** WHAT TO DO **
Could you copy every record below exactly, leaving out the pictures?

** DATA SUPPLIED **
·····

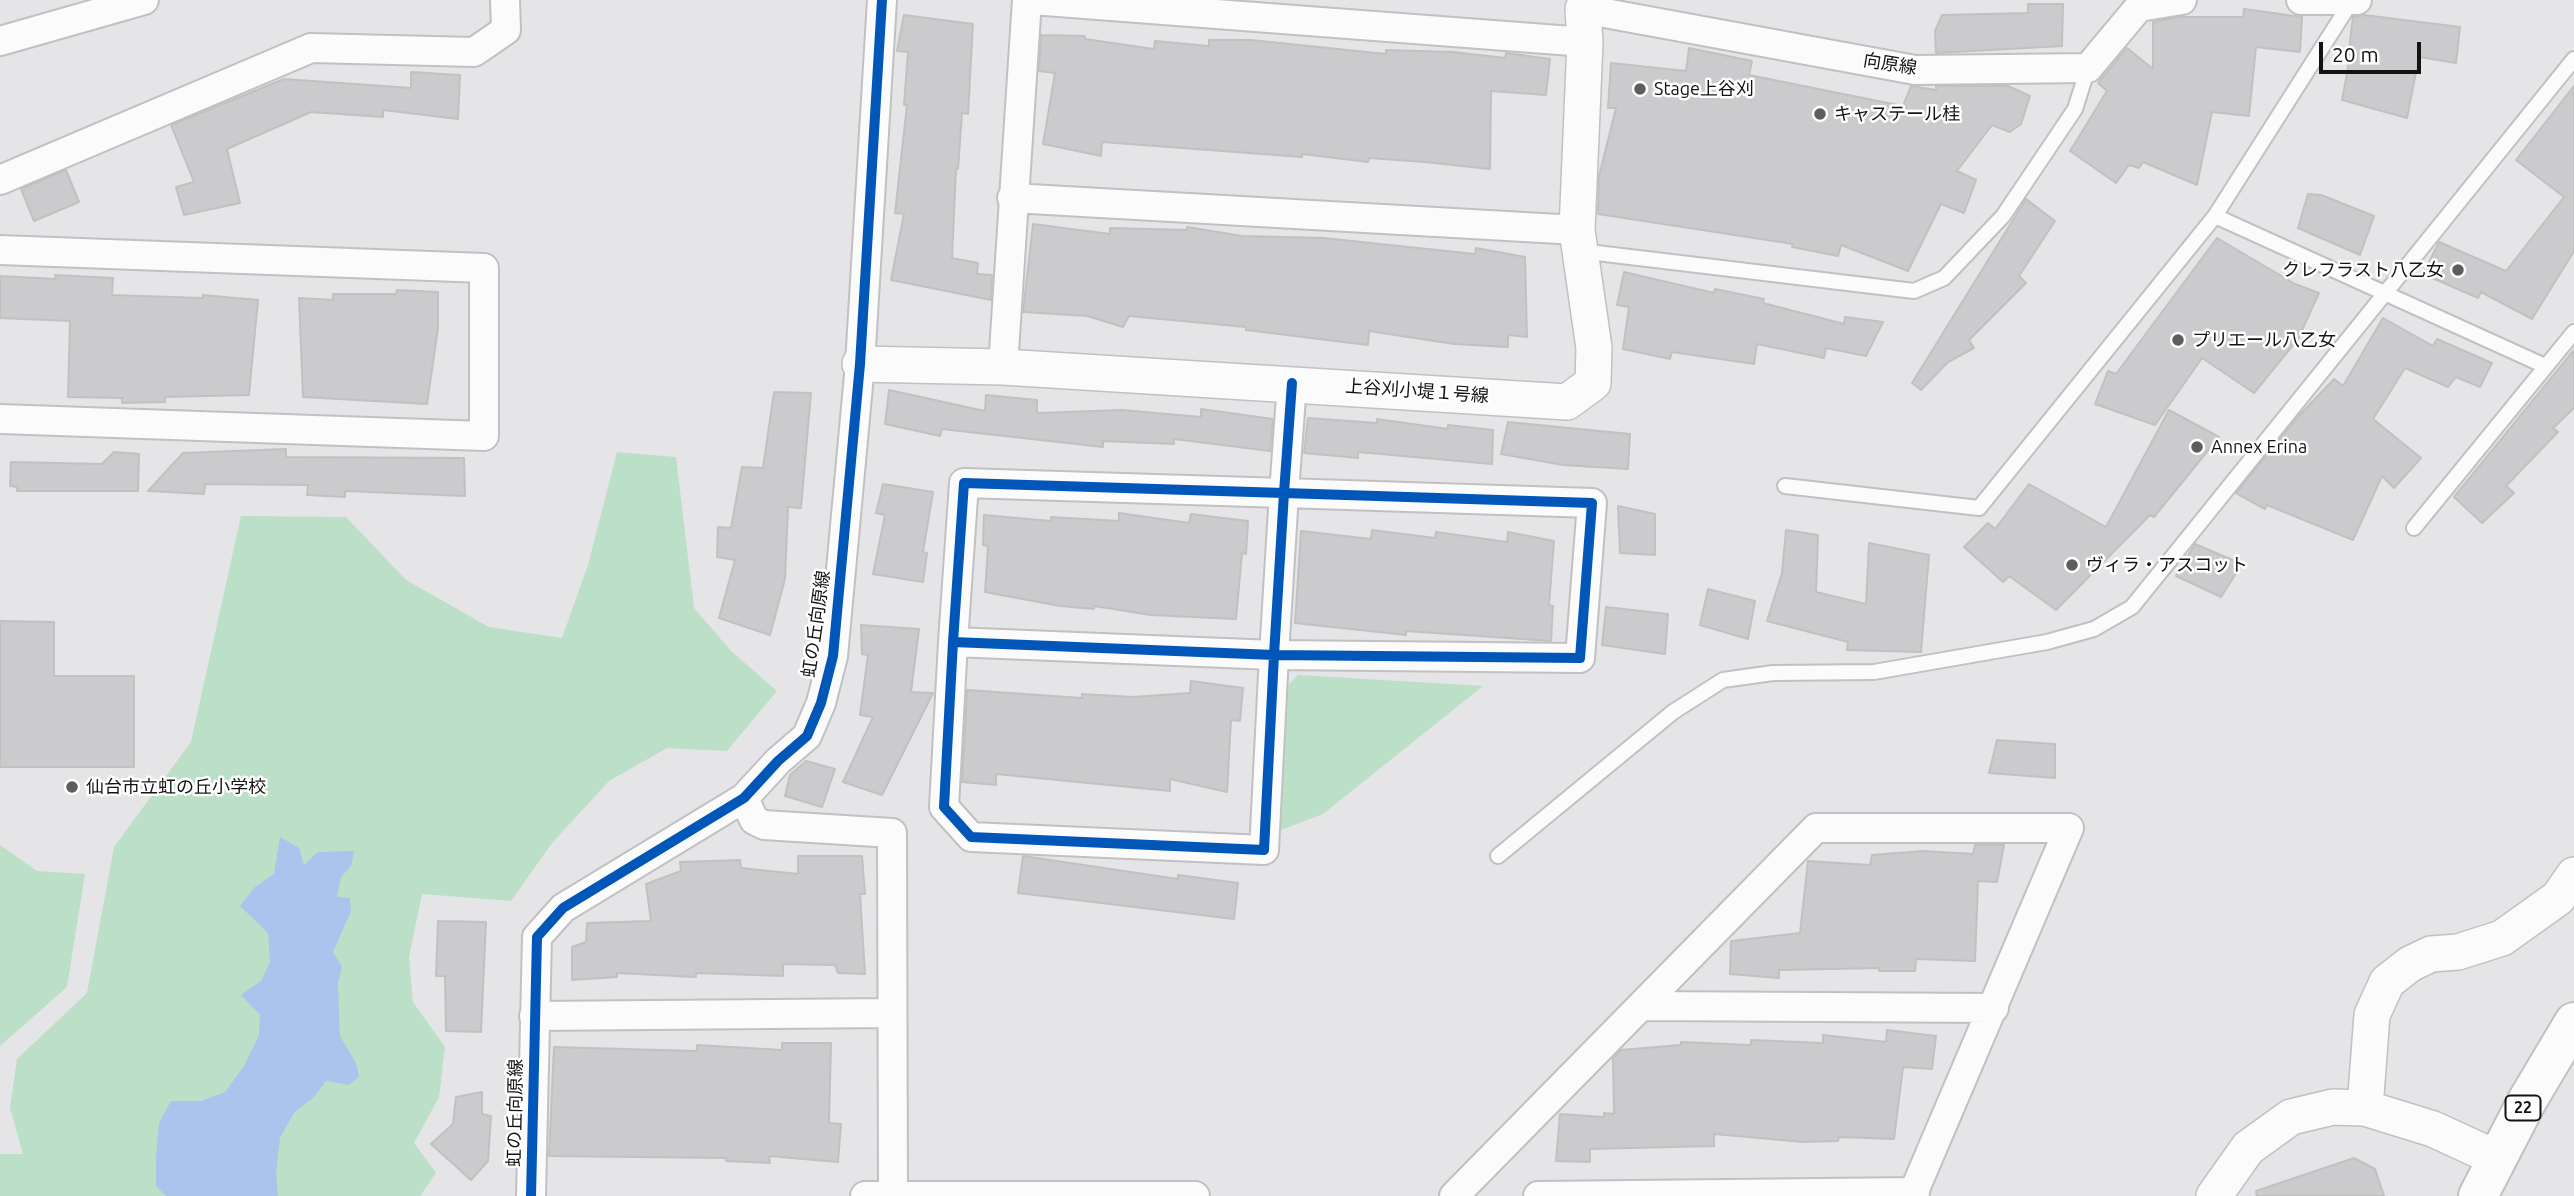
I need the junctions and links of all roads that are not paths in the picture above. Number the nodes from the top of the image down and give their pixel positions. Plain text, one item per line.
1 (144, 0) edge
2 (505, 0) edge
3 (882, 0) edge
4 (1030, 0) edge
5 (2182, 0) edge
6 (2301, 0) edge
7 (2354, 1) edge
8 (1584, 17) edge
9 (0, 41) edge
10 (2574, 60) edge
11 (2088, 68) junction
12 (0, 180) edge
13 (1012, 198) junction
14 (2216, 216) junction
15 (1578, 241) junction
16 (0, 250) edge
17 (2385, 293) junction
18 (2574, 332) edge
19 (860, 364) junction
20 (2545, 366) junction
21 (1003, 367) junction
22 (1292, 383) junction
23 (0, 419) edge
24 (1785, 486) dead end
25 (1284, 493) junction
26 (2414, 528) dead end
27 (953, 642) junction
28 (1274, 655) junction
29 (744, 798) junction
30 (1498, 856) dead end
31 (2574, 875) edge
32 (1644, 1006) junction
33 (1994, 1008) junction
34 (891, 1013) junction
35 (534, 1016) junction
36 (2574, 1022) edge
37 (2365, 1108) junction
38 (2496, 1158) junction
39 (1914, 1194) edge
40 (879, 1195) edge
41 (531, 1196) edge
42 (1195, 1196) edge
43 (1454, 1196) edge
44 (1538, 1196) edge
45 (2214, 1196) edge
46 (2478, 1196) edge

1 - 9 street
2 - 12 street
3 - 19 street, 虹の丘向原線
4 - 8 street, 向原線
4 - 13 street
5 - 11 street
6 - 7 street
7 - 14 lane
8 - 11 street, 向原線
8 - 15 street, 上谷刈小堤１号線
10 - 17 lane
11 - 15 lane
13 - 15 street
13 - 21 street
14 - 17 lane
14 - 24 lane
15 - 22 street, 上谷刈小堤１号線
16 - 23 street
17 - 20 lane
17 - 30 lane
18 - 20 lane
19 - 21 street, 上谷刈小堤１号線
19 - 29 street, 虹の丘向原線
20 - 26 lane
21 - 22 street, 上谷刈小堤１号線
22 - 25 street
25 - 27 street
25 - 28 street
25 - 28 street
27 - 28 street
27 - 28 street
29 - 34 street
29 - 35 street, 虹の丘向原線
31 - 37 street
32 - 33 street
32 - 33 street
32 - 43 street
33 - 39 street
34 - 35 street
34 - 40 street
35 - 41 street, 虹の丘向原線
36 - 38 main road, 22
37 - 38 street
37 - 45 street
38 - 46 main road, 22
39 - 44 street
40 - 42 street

·····

** YOUR SOLUTION **
I need the junctions and links of all roads that are not paths in the picture above. Number the nodes from the top of the image down and give their pixel positions. Plain text, one item per line.
1 (144, 0) edge
2 (505, 0) edge
3 (882, 0) edge
4 (1030, 0) edge
5 (2182, 0) edge
6 (2301, 0) edge
7 (2354, 1) edge
8 (1584, 17) edge
9 (0, 41) edge
10 (2574, 60) edge
11 (2088, 68) junction
12 (0, 180) edge
13 (1012, 198) junction
14 (2216, 216) junction
15 (1578, 241) junction
16 (0, 250) edge
17 (2385, 293) junction
18 (2574, 332) edge
19 (860, 364) junction
20 (2545, 366) junction
21 (1003, 367) junction
22 (1292, 383) junction
23 (0, 419) edge
24 (1785, 486) dead end
25 (1284, 493) junction
26 (2414, 528) dead end
27 (953, 642) junction
28 (1274, 655) junction
29 (744, 798) junction
30 (1498, 856) dead end
31 (2574, 875) edge
32 (1644, 1006) junction
33 (1994, 1008) junction
34 (891, 1013) junction
35 (534, 1016) junction
36 (2574, 1022) edge
37 (2365, 1108) junction
38 (2496, 1158) junction
39 (1914, 1194) edge
40 (879, 1195) edge
41 (531, 1196) edge
42 (1195, 1196) edge
43 (1454, 1196) edge
44 (1538, 1196) edge
45 (2214, 1196) edge
46 (2478, 1196) edge

1 - 9 street
2 - 12 street
3 - 19 street, 虹の丘向原線
4 - 8 street, 向原線
4 - 13 street
5 - 11 street
6 - 7 street
7 - 14 lane
8 - 11 street, 向原線
8 - 15 street, 上谷刈小堤１号線
10 - 17 lane
11 - 15 lane
13 - 15 street
13 - 21 street
14 - 17 lane
14 - 24 lane
15 - 22 street, 上谷刈小堤１号線
16 - 23 street
17 - 20 lane
17 - 30 lane
18 - 20 lane
19 - 21 street, 上谷刈小堤１号線
19 - 29 street, 虹の丘向原線
20 - 26 lane
21 - 22 street, 上谷刈小堤１号線
22 - 25 street
25 - 27 street
25 - 28 street
25 - 28 street
27 - 28 street
27 - 28 street
29 - 34 street
29 - 35 street, 虹の丘向原線
31 - 37 street
32 - 33 street
32 - 33 street
32 - 43 street
33 - 39 street
34 - 35 street
34 - 40 street
35 - 41 street, 虹の丘向原線
36 - 38 main road, 22
37 - 38 street
37 - 45 street
38 - 46 main road, 22
39 - 44 street
40 - 42 street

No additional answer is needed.